ACTIVITY =>
Copy each line below holding "линия".

EXERCISE DATA =>
# # # # #
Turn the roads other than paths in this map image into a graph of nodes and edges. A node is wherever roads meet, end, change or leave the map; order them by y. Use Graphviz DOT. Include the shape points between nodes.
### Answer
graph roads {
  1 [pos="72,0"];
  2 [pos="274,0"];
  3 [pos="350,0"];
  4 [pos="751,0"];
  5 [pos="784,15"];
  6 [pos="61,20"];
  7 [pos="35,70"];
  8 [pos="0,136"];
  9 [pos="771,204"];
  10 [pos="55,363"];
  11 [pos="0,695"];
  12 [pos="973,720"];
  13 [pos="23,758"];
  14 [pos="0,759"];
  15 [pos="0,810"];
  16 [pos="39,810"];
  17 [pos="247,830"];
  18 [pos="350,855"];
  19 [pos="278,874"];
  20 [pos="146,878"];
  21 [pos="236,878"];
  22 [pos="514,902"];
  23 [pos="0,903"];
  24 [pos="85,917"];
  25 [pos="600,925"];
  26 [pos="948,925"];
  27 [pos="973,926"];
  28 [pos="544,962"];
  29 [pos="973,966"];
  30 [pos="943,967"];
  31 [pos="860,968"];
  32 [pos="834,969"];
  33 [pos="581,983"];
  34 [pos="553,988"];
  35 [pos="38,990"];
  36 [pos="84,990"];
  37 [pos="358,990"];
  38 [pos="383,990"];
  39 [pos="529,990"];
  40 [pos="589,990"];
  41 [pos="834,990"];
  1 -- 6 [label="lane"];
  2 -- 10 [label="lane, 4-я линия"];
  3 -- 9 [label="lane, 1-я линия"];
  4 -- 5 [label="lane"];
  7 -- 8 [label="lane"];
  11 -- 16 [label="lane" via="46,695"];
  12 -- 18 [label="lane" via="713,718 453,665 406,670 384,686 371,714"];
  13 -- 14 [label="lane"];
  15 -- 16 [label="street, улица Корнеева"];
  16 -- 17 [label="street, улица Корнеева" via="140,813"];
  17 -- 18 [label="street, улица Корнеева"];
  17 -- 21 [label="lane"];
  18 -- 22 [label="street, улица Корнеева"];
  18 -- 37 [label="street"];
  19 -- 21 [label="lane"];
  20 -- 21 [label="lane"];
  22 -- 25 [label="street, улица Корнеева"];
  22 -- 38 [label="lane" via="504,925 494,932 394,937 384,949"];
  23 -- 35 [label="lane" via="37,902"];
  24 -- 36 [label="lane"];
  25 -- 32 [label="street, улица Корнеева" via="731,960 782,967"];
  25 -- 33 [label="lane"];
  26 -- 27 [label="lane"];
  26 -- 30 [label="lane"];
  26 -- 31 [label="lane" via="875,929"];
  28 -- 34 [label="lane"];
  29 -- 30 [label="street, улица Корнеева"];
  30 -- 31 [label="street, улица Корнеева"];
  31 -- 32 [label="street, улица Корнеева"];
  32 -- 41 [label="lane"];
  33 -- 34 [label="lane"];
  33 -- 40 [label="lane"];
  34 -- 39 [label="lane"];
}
# # # # #
SOLUTION BELOW =>
  2 -- 10 [label="lane, 4-я линия"];
  3 -- 9 [label="lane, 1-я линия"];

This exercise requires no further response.